(Stored dataset items)
* * *

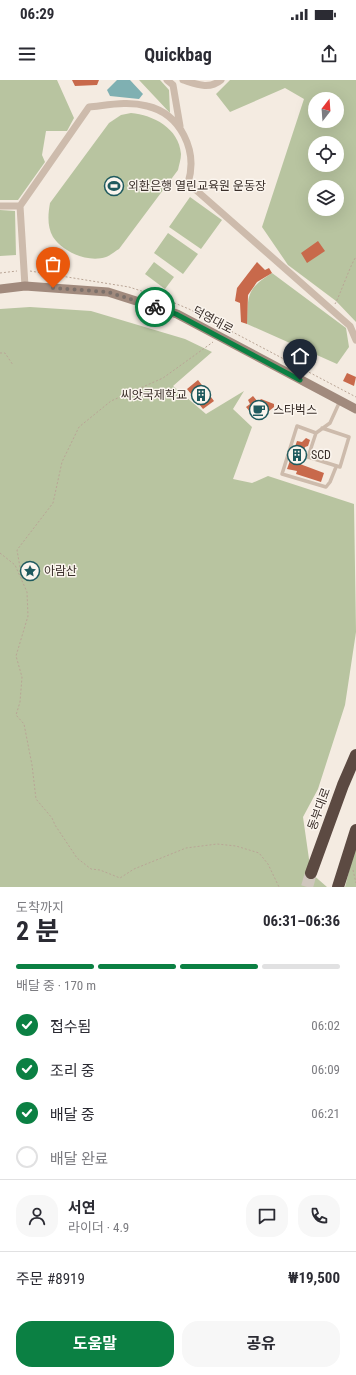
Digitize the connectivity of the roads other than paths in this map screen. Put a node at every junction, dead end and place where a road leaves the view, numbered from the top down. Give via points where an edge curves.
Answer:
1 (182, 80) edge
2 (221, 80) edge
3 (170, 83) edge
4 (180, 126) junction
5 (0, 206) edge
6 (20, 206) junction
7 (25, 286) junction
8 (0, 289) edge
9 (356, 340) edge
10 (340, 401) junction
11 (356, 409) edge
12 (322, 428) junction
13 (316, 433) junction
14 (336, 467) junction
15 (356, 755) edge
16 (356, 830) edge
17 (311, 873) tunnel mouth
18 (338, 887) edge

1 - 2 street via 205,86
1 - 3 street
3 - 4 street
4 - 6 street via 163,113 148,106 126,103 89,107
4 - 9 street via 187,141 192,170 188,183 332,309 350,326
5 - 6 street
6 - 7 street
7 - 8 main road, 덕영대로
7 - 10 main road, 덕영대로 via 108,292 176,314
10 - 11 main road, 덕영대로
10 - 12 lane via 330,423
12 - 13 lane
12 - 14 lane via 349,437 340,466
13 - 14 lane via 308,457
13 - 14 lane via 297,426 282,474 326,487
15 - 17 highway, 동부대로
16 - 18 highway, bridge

* * *

Exercise: Return all the entries word for word, but omit any pictures they contain.

Task output:
Digitize the connectivity of the roads other than paths in this map screen. Put a node at every junction, dead end and place where a road leaves the view, numbered from the top down. Give via points where an edge curves.
Answer:
1 (182, 80) edge
2 (221, 80) edge
3 (170, 83) edge
4 (180, 126) junction
5 (0, 206) edge
6 (20, 206) junction
7 (25, 286) junction
8 (0, 289) edge
9 (356, 340) edge
10 (340, 401) junction
11 (356, 409) edge
12 (322, 428) junction
13 (316, 433) junction
14 (336, 467) junction
15 (356, 755) edge
16 (356, 830) edge
17 (311, 873) tunnel mouth
18 (338, 887) edge

1 - 2 street via 205,86
1 - 3 street
3 - 4 street
4 - 6 street via 163,113 148,106 126,103 89,107
4 - 9 street via 187,141 192,170 188,183 332,309 350,326
5 - 6 street
6 - 7 street
7 - 8 main road, 덕영대로
7 - 10 main road, 덕영대로 via 108,292 176,314
10 - 11 main road, 덕영대로
10 - 12 lane via 330,423
12 - 13 lane
12 - 14 lane via 349,437 340,466
13 - 14 lane via 308,457
13 - 14 lane via 297,426 282,474 326,487
15 - 17 highway, 동부대로
16 - 18 highway, bridge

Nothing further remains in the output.